What do you enjoy about teaching English and writing to young people? Do you think writing creatively is a skill that is becoming lost in this age of texting and Facebook posts?

I feel that students are writing more creatively these days, but they do not think critically about why they are doing so. I remember having to handwrite everything and then what it felt like to type it up on the computer; to make it final and permanent. Today’s students are typing everything. There is already so much finality in a Facebook post—you literally can’t get rid of things that end up online. Therefore, I don’t think students aren’t creative. I just think our definition of what is creative writing and what isn’t is changing. Students always say, “I don’t know what to write” or “I don’t know how to start.” Yet they don’t think twice about a Facebook or Twitter post. I enjoy getting them to discover that automaticity outside of the electronic world. I enjoy encouraging them to find that they are didactic. That impermanence can also be thoughtful and sincere. The very fact that our lexicon and our dictionaries now include words like “bling” “lol” and “omg” show that young people are very responsible for the ways in which language is forced to accept and change.

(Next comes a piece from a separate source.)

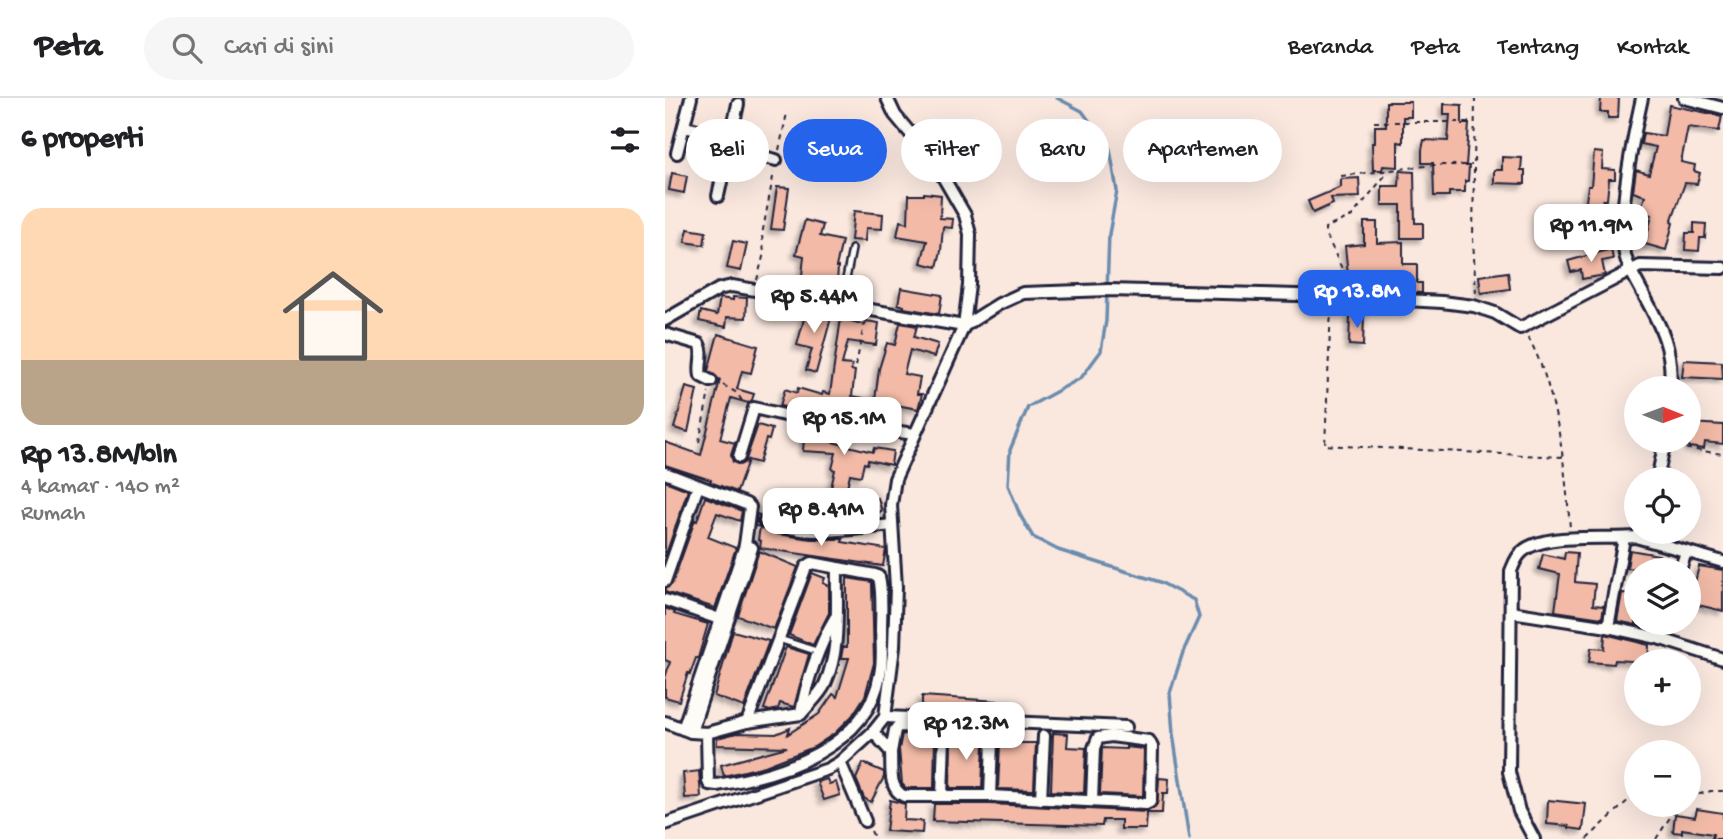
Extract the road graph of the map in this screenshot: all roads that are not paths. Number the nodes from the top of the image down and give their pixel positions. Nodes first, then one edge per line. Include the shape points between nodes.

I want my students to take ownership of this.

What advice would you offer English and creative writing students today who also dream of publishing their work?

Students today should make sure that they are always reading and that they are always thinking about writing, even when they aren’t. In graduate school I noticed everyone was wary of not being defined as a “political poet” or a “women’s poet” or a “funny poet.” I think that if your work is leading you to a specific place, you need to go there. I’ve realized we aren’t as subjected to “typecasting” and one book about revenge or love can easy segue to a book about humor, or – I don’t know – sailing or planets or something. You can be a different kind of poet in each book and you have to embrace flexibility, to see each poem or story or project as a place to inhabit another self.